El italiano Ildebrando Antoniutti, que fue el nuncio del Papa ante Franco, primero durante la guerra y luego en la época en que la Santa Sede abrió las puertas al Opus Dei, tiene un parque en Pamplona, con pista de patinaje. Casualidades de la vida, o no, fue el mismo Antoniutti quien extendió otras puertas de oro, siendo cardenal, a Marcial Maciel y su Legión de Cristo, hoy la extrema derecha del ya de por sí escorado a estribor navío vaticano.
En 1961, en pleno franquismo, el ayuntamiento de la capital navarra nombró a Antoniutti hijo adoptivo de la ciudad, como antes lo había hecho con el obispo Olaechea, quien bendijo verdugos y canallas en 1936 y miró para otro lado cuando se abrían las fosas y se rellenaban cunetas con las esperanzas republicanas. No es de extrañar que también fueran “adoptados” para la ciudad por los concejales pamploneses hasta el mismo dictador Franco y el fundador de la primera de las sectas citada, Escrivá de Balaguer.

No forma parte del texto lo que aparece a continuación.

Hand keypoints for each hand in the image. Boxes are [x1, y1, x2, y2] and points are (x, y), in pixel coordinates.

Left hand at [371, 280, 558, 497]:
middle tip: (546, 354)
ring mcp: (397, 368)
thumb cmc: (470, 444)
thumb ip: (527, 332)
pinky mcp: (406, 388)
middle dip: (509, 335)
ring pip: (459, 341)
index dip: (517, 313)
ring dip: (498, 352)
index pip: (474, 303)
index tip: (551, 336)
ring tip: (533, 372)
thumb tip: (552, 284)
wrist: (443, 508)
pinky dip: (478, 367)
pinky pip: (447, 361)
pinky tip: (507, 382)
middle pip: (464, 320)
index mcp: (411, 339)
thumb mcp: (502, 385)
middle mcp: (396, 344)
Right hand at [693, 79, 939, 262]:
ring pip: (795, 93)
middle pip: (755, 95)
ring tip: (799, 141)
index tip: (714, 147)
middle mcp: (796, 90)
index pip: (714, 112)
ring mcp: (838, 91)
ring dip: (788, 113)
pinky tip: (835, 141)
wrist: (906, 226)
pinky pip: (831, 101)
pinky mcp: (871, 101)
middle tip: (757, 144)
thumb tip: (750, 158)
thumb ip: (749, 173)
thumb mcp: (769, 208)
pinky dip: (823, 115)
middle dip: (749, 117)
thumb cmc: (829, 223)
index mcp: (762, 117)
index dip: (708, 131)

No debe de sorprender porque por aquellos años la impunidad era total (¿eterna?) y también se hacían barbaridades urbanístico-ideológicas; y así edificaron al final de la Avenida de Carlos III uno de los monumentos más carismáticos y colosales de la España infame, el Monumento a los Caídos, reconstruido por el Ayuntamiento democrático (¡qué dolor!), en “Sala de Exposiciones Municipal Conde Rodezno”. Conde de Rodezno que tenía nombre, el de Tomás Domínguez Arévalo, golpista junto a Mola y valedor de la sarracina franquista. Domínguez Arévalo, nombrado por Franco ministro de Justicia en 1938, cuando el estado fascista sentaba sus bases y eliminaba físicamente a todos sus oponentes políticos. Hoy, los restos de Mola, junto a los de Sanjurjo, otro golpista al que la República había perdonado su traición, reposan en el monumento a la intolerancia que tanto veneran los intolerantes navarros, falangistas modernos a los que el arzobispo Sebastián Aguilar ha hecho más que un guiño: los ha convertido en su opción política.

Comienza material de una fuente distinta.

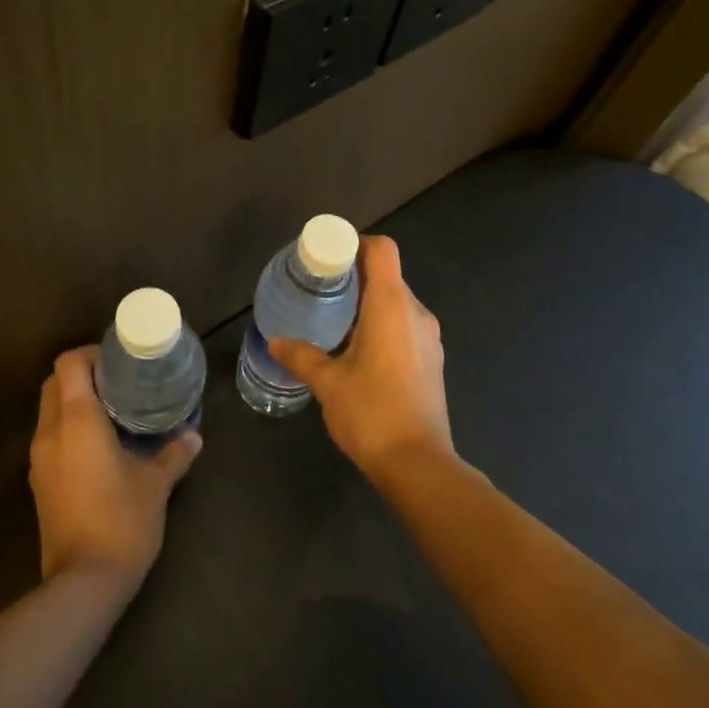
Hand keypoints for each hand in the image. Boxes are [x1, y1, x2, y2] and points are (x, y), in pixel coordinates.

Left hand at [28, 346, 201, 588]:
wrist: (83, 583)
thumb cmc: (121, 520)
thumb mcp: (156, 483)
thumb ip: (174, 453)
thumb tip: (193, 435)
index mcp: (76, 420)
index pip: (68, 364)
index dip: (91, 353)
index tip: (120, 360)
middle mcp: (50, 433)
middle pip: (54, 384)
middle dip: (82, 375)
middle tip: (119, 382)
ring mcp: (40, 461)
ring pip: (49, 412)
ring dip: (74, 402)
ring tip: (114, 411)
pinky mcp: (39, 484)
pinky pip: (51, 438)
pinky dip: (70, 429)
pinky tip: (101, 445)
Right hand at [268, 235, 452, 481]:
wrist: (418, 463)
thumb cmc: (371, 412)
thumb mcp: (328, 382)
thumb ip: (302, 356)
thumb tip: (275, 340)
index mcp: (391, 305)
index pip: (382, 250)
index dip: (356, 244)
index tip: (329, 258)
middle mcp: (416, 312)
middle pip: (388, 275)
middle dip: (355, 277)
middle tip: (321, 290)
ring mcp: (429, 336)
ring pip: (397, 302)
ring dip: (369, 303)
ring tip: (336, 320)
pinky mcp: (432, 359)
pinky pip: (405, 325)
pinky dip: (383, 325)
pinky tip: (359, 350)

Tampoco me extraña. En las últimas semanas he accedido a varios fondos fotográficos del AHN hispano y las manos alzadas al estilo fascista (Hitler, Mussolini y Franco) son el saludo habitual de la jerarquía católica en sus retratos terrenales. Y, nobleza obliga, el Papa polaco elevó a los altares a unos cuantos españoles muertos en la guerra civil, del lado franquista off course, y ahora el prusiano, el de las juventudes innombrables durante su mocedad, llevará a 498 mártires (1934-1937) a las alturas. “Vosotros sois la luz del mundo”, ha dicho sobre ellos la Conferencia Episcopal.

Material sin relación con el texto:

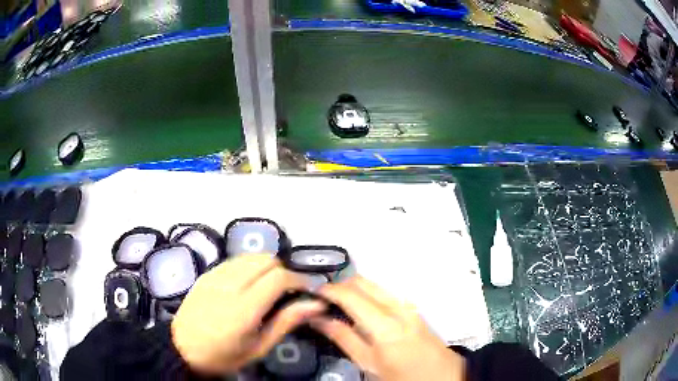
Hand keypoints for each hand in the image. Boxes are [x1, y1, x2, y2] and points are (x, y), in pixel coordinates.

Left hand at [171, 255, 325, 374]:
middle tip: (286, 292)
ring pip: (251, 256)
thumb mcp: (259, 347)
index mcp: (244, 308)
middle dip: (283, 271)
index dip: (298, 280)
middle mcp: (229, 284)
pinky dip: (249, 267)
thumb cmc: (223, 355)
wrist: (182, 347)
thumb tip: (315, 304)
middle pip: (266, 259)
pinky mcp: (207, 273)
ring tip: (268, 288)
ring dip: (266, 267)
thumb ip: (286, 322)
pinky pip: (235, 261)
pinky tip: (248, 285)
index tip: (305, 292)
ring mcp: (215, 275)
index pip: (278, 277)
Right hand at [311, 276, 465, 380]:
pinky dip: (368, 293)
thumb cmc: (402, 375)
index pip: (350, 295)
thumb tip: (320, 319)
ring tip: (338, 304)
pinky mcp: (412, 307)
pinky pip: (384, 291)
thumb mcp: (369, 363)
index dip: (329, 290)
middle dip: (340, 285)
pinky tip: (360, 308)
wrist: (440, 374)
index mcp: (384, 323)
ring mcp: (407, 304)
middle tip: (323, 299)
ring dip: (354, 288)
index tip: (313, 292)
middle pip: (362, 281)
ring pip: (374, 284)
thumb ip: (344, 338)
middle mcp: (397, 306)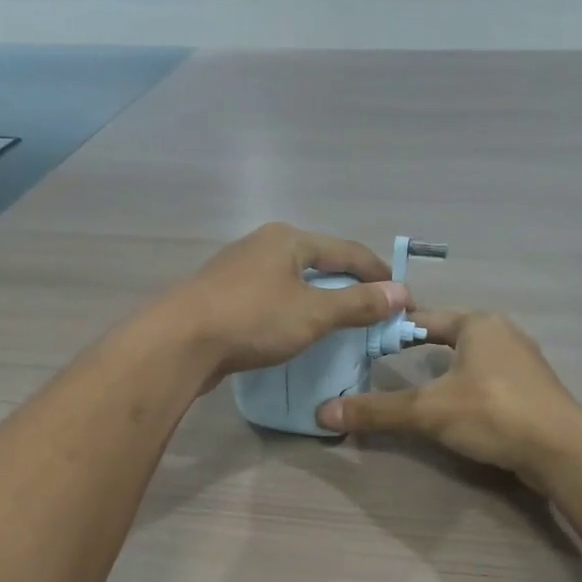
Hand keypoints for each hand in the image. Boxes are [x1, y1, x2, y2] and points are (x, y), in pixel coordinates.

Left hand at [158, 223, 407, 380]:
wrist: (180, 342)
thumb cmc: (253, 320)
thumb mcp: (314, 313)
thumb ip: (358, 304)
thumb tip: (401, 293)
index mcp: (288, 239)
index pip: (347, 251)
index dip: (377, 273)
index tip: (401, 297)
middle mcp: (262, 245)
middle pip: (318, 262)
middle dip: (347, 285)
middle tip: (371, 310)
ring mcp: (237, 270)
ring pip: (290, 281)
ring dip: (317, 299)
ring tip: (337, 323)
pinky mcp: (220, 296)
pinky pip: (269, 298)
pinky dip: (290, 311)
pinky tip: (293, 331)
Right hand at [317, 311, 581, 490]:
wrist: (561, 450)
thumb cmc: (492, 413)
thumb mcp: (428, 410)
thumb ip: (378, 411)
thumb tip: (323, 412)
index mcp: (478, 323)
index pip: (426, 317)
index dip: (395, 328)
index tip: (367, 341)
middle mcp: (503, 333)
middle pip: (449, 335)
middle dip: (420, 347)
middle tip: (384, 364)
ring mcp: (523, 362)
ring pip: (471, 359)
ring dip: (445, 369)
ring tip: (415, 386)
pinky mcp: (533, 391)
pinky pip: (489, 381)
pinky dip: (467, 388)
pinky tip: (454, 408)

No hay curas vascos fusilados entre los mártires de Benedicto. Es más, Martínez Camino, portavoz episcopal, dice desconocer que existan curas vascos fusilados. Ya nos percatamos, no hace falta que nos lo recuerden, que Pedro Narbaiza (muerto en el exilio de Cuba), Francisco Aguirre (en México), Manuel Madariaga (en EEUU), Domingo Totoricaguena (en Perú), Francisco Bilbao (en Inglaterra) y una interminable etcétera de curas no franquistas que huyeron atropelladamente para no ser fusilados como sus compañeros Aitzol, Onaindia o Iturricastillo, no cuentan para nadie porque su memoria está cubierta por tierra lejana. Por ese camino ya sabemos que ninguno de ellos (algunos navarros por cierto) jamás darán el nombre a una plaza, una pista de patinaje o un parque de Pamplona. José Otano Miquéliz, de Lerga, entre ellos. Lo mataron en Hernani, y vaya usted a saber dónde están sus restos, aunque ya les puedo asegurar que no en la Sala de Exposiciones Municipal Conde Rodezno. En 1936 relegaron a Otano al infierno y de ahí no saldrá por los siglos de los siglos. Y es que… con la Iglesia hemos topado.